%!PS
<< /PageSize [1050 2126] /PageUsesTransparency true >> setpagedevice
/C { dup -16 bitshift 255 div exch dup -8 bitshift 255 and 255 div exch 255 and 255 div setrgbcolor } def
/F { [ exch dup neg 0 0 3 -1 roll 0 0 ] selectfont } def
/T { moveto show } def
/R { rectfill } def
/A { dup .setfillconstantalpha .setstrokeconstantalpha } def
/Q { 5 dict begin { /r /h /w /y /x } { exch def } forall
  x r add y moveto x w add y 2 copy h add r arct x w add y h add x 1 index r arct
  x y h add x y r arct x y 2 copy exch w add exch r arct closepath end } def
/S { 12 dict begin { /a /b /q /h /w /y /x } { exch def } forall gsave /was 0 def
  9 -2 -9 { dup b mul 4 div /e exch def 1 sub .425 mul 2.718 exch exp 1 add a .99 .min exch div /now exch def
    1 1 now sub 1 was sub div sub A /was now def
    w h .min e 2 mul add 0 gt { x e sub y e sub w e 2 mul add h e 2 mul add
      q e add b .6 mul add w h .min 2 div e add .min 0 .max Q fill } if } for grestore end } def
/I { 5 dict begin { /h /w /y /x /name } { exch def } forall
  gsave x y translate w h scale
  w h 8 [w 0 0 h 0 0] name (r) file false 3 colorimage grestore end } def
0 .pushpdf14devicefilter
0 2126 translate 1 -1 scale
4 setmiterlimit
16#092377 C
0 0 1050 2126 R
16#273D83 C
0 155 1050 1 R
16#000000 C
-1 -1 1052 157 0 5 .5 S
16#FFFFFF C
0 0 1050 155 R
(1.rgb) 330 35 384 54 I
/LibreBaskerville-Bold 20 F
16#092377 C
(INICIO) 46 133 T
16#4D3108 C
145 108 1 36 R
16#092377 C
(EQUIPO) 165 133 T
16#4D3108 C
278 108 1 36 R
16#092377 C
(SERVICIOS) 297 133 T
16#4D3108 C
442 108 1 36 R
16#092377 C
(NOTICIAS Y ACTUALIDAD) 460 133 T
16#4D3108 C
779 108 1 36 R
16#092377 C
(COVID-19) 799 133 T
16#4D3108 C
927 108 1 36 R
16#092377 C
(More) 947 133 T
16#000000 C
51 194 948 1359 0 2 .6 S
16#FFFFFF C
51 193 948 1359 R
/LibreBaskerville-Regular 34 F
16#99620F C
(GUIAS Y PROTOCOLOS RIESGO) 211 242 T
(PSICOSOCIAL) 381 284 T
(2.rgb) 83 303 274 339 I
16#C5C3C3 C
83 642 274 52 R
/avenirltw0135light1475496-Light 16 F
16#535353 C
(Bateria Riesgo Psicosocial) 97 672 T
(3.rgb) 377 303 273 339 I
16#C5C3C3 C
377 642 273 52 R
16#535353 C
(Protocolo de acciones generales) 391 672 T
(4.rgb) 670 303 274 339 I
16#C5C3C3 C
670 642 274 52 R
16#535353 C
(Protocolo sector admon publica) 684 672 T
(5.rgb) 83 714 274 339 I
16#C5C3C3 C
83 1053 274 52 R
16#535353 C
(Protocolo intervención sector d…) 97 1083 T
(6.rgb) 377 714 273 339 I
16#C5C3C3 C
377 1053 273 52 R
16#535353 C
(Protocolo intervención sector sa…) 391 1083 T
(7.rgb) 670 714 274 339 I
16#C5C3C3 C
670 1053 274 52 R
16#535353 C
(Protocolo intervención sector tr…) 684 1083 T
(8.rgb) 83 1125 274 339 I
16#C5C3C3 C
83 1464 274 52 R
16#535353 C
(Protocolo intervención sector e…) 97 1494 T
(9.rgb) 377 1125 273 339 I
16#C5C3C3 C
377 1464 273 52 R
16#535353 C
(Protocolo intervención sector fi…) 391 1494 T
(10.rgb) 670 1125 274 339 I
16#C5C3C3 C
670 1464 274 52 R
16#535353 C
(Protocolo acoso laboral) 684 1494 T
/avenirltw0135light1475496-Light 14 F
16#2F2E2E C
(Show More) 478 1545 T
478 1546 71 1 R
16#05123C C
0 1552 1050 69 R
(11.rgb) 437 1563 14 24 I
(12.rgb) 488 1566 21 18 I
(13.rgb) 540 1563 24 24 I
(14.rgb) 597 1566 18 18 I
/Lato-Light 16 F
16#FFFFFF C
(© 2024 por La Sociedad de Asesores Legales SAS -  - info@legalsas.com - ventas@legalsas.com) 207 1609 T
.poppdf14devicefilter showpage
+ + + + + + +
• _About this task_:
Take the line above containing "exch dup neg", the line containing "4 setmiterlimit", and all lines in between, and copy them exactly without anything else.

• _Solution_:
/F { [ exch dup neg 0 0 3 -1 roll 0 0 ] selectfont } def
/T { moveto show } def
/R { rectfill } def
/A { dup .setfillconstantalpha .setstrokeconstantalpha } def
/Q { 5 dict begin { /r /h /w /y /x } { exch def } forall
  x r add y moveto x w add y 2 copy h add r arct x w add y h add x 1 index r arct
  x y h add x y r arct x y 2 copy exch w add exch r arct closepath end } def
/S { 12 dict begin { /a /b /q /h /w /y /x } { exch def } forall gsave /was 0 def
  9 -2 -9 { dup b mul 4 div /e exch def 1 sub .425 mul 2.718 exch exp 1 add a .99 .min exch div /now exch def
    1 1 now sub 1 was sub div sub A /was now def
    w h .min e 2 mul add 0 gt { x e sub y e sub w e 2 mul add h e 2 mul add
      q e add b .6 mul add w h .min 2 div e add .min 0 .max Q fill } if } for grestore end } def
/I { 5 dict begin { /h /w /y /x /name } { exch def } forall
  gsave x y translate w h scale
  w h 8 [w 0 0 h 0 0] name (r) file false 3 colorimage grestore end } def
0 .pushpdf14devicefilter
0 2126 translate 1 -1 scale
4 setmiterlimit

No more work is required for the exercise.